Only Words, by Catharine MacKinnon, Cambridge, Mass.: Harvard University Press, 152 pages, $14.95

Sexual Violence: Our War Against Rape, by Linda Fairstein, New York: William Morrow & Co., 288 pages, $23.00

Sex Crimes, by Alice Vachss, New York: Random House, 285 pages, $21.00

For all the talk of anti-feminist backlash, the truth is that, in the '80s and early '90s, the radical feminist party line on date rape and sexual harassment was virtually unchallenged in the media. (For the record, REASON was the first to call attention to the campus date-rape hysteria, in July 1990.) Now revisionism is suddenly respectable to the point where the debate over a new "sexual correctness" blighting the love lives of Americans has made the cover of Newsweek. The change is probably due to the convergence of two events: news stories about the self-parodying sexual-offense code at Antioch College (which requires explicit consent at each new level of intimacy) and the publication of Katie Roiphe's provocative, irreverent book The Morning After: Sex, Fear, and Feminism on Campus.

Roiphe, a 25-year-old doctoral candidate at Princeton and the daughter of noted feminist writer Anne Roiphe, was in an unusually good position to write this book—not only because of her belly-of-the-beast vantage point but because her pedigree makes it more difficult to smear her as a part of the "backlash." Roiphe wants to reserve the label of rape for acts involving the use or threat of force; that this is considered "controversial" brings to mind George Orwell's remark that in certain times the duty of every decent person is the restatement of the obvious.
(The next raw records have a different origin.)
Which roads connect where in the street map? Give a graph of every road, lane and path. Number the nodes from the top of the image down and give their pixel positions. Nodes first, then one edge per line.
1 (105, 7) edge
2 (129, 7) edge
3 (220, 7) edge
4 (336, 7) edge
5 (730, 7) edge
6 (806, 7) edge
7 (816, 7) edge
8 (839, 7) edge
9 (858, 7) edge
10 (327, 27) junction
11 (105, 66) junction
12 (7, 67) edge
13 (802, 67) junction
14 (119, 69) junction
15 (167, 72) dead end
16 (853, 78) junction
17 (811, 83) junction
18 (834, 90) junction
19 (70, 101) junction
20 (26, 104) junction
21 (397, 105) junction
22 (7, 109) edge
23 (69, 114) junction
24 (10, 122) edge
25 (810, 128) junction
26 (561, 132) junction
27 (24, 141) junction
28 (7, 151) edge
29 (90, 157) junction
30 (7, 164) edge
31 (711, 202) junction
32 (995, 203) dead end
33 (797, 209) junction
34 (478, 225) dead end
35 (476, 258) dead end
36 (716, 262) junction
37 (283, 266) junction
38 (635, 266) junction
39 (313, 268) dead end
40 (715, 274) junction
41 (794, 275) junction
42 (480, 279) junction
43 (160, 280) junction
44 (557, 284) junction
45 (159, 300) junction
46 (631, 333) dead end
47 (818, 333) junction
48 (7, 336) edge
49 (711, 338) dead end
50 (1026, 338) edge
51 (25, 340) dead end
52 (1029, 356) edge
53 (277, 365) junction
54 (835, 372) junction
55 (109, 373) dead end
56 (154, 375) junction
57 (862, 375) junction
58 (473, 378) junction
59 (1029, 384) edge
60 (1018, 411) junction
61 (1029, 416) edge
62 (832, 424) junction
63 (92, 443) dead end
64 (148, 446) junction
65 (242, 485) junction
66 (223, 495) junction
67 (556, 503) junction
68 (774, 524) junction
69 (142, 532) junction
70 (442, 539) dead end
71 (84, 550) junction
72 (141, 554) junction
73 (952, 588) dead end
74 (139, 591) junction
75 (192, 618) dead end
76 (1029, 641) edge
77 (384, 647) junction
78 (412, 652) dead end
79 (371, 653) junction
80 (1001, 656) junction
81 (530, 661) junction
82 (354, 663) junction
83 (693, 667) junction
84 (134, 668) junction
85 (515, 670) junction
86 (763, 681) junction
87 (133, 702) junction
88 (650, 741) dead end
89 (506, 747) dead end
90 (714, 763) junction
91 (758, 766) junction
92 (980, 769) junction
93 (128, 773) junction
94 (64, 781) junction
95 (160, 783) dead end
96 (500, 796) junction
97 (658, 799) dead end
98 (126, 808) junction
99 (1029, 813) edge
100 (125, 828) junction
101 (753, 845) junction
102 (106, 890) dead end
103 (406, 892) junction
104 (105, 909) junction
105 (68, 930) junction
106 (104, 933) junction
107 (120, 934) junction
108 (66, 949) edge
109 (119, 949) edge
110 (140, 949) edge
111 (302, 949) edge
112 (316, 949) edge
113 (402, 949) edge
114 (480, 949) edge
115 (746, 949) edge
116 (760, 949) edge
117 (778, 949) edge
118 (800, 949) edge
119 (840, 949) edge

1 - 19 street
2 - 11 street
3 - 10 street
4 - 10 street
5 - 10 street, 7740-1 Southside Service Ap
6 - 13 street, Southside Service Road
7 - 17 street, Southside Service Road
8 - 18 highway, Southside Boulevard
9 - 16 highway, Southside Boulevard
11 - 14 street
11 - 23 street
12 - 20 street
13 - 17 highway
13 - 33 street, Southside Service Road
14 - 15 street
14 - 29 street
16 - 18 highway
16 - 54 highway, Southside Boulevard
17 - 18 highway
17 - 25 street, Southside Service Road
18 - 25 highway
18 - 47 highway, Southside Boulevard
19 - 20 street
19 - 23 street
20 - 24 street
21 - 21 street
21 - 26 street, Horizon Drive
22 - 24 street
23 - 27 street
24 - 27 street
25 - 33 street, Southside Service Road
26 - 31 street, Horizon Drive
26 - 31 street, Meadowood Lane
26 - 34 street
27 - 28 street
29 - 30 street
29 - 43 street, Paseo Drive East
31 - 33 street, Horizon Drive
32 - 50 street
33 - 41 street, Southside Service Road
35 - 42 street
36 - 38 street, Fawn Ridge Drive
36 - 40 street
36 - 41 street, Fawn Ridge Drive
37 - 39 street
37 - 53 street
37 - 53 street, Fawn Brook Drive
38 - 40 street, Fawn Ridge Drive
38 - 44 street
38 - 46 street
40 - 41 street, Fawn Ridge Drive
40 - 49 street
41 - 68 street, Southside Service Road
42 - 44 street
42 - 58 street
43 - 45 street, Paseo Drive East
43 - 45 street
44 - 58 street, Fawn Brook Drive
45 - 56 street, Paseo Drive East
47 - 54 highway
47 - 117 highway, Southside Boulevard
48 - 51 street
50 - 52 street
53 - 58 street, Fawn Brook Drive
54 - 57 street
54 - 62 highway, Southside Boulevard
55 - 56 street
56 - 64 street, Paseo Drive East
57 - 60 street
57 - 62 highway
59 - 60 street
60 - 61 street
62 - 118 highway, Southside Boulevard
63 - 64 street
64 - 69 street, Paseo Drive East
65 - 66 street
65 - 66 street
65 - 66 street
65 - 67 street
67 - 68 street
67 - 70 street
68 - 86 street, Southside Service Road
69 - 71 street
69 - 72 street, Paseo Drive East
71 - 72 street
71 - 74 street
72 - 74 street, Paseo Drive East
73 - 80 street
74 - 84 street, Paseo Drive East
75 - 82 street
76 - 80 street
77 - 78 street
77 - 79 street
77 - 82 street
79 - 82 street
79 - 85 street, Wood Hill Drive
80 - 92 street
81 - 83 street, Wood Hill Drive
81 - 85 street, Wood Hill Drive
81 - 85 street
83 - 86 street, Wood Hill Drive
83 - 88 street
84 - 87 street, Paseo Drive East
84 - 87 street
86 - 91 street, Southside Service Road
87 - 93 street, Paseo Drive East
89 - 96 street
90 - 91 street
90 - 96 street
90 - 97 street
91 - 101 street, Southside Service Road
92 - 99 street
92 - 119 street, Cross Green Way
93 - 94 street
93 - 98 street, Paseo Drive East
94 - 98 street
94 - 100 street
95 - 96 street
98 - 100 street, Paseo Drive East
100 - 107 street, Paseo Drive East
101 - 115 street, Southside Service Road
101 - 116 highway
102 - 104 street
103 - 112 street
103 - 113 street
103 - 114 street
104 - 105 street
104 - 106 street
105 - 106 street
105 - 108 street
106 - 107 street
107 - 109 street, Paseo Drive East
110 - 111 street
The Morning After has its weaknesses, a paucity of research above all. When Roiphe challenges the common statistic that one in four college women is the victim of rape or attempted rape, she reflects, "If I was really standing in the middle of an 'epidemic'…if 25 percent of my female friends were really being raped, wouldn't I know it?" Intuitively, this makes sense, but it is an argument that, when not backed by alternative statistics (which do exist), is vulnerable to attack. Nor does Roiphe cite any actual incidents of alleged date rape hinging on miscommunication or "psychological coercion" (except for a sketchy account of a New Jersey court case that did not involve students).

But then, Roiphe herself explicitly states that she did not set out to write "a comprehensive, encyclopedic sociological analysis." Rather, The Morning After is a very personal look at campus sexual politics: "I have written what I see, limited, personal, but entirely real." What she sees, through the eyes of one who grew up with feminism as a celebration of female strength, is a new rhetoric that wallows in female victimization, depicting women as passive, childlike creatures who need to be protected.

And she does cite plenty of evidence that her concerns are not groundless—such as official pamphlets advising new women students, "Since you can't tell who has the potential for rape by simply looking, be on your guard with every man," and warning men to obtain "a clear sober 'yes'" to make sure they're not committing rape. Campus literature and workshops define "verbal coercion" into having sex—by arguments such as "everyone's doing it"—as a form of date rape, and "unwanted sexual comments, jokes or gestures" as "a form of sexual assault."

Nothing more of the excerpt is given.